EXERCISE:
Can you retype every record below exactly as written?

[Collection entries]

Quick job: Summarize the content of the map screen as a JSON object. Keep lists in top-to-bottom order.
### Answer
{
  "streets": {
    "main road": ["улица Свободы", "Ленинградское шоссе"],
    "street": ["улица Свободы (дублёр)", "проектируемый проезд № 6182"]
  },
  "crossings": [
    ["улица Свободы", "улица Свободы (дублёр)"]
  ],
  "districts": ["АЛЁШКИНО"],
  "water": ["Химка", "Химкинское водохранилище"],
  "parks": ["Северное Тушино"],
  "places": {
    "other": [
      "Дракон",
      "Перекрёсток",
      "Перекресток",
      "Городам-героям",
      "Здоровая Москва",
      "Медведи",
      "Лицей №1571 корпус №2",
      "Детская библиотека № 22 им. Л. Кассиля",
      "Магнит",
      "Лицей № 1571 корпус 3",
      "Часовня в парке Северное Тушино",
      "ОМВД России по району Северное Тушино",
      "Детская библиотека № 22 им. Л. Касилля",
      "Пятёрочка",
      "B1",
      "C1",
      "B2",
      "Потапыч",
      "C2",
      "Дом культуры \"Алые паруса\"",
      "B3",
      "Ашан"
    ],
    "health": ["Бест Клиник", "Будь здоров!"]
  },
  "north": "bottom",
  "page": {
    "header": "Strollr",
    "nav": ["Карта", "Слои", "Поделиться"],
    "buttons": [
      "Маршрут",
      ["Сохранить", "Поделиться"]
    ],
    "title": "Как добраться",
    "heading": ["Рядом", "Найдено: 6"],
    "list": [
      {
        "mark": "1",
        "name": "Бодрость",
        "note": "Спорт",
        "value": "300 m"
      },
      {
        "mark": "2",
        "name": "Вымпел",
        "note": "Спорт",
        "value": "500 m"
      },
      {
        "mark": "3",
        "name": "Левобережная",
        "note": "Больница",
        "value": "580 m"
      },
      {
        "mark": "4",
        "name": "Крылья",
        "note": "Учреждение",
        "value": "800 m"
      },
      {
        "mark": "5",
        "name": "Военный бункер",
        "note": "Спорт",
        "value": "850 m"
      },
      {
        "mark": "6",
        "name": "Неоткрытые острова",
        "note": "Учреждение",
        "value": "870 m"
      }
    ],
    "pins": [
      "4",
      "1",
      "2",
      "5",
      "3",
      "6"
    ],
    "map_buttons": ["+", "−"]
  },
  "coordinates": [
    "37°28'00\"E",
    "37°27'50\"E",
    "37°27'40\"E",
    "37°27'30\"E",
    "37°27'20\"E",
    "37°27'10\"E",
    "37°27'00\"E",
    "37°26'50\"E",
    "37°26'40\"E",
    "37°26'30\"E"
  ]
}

WRITTEN RESPONSE:
Quick job: Summarize the content of the map screen as a JSON object. Keep lists in top-to-bottom order.
### Answer
{
  "streets": {
    "main road": ["улица Свободы", "Ленинградское шоссе"],
    "street": ["улица Свободы (дублёр)", "проектируемый проезд № 6182"]
  },
  "crossings": [
    ["улица Свободы", "улица Свободы (дублёр)"]
  ],
  "districts": ["АЛЁШКИНО"],
  "water": ["Химка", "Химкинское водохранилище"],
  "parks": ["Северное Тушино"],
  "places": {
    "other": [
      "Дракон",
      "Перекрёсток",
      "Перекресток",
      "Городам-героям",
      "Здоровая Москва",
      "Медведи",
      "Лицей №1571 корпус №2",
      "Детская библиотека № 22 им. Л. Кассиля",
      "Магнит",
      "Лицей № 1571 корпус 3",
      "Часовня в парке Северное Тушино",
      "ОМВД России по району Северное Тушино",
      "Детская библиотека № 22 им. Л. Касилля",
      "Пятёрочка",
      "B1",
      "C1",
      "B2",
      "Потапыч",
      "C2",
      "Дом культуры \"Алые паруса\"",
      "B3",
      "Ашан"
    ],
    "health": ["Бест Клиник", "Будь здоров!"]
  },
  "north": "bottom",
  "page": {
    "header": "Strollr",
    "nav": ["Карта", "Слои", "Поделиться"],
    "buttons": [
      "Маршрут",
      ["Сохранить", "Поделиться"]
    ],
    "title": "Как добраться",
    "heading": ["Рядом", "Найдено: 6"],
    "list": [
      {
        "mark": "1",
        "name": "Бодрость",
        "note": "Спорт",
        "value": "300 m"
      },
      {
        "mark": "2",
        "name": "Вымпел",
        "note": "Спорт",
        "value": "500 m"
      },
      {
        "mark": "3",
        "name": "Левобережная",
        "note": "Больница",
        "value": "580 m"
      },
      {
        "mark": "4",
        "name": "Крылья",
        "note": "Учреждение",
        "value": "800 m"
      },
      {
        "mark": "5",
        "name": "Военный бункер",
        "note": "Спорт",
        "value": "850 m"
      },
      {
        "mark": "6",
        "name": "Неоткрытые острова",
        "note": "Учреждение",
        "value": "870 m"
      }
    ],
    "pins": [
      "4",
      "1",
      "2",
      "5",
      "3",
      "6"
    ],
    "map_buttons": ["+", "−"]
  },
  "coordinates": [
    "37°28'00\"E",
    "37°27'50\"E",
    "37°27'40\"E",
    "37°27'30\"E",
    "37°27'20\"E",
    "37°27'10\"E",
    "37°27'00\"E",
    "37°26'50\"E",
    "37°26'40\"E",
    "37°26'30\"E"
  ]
}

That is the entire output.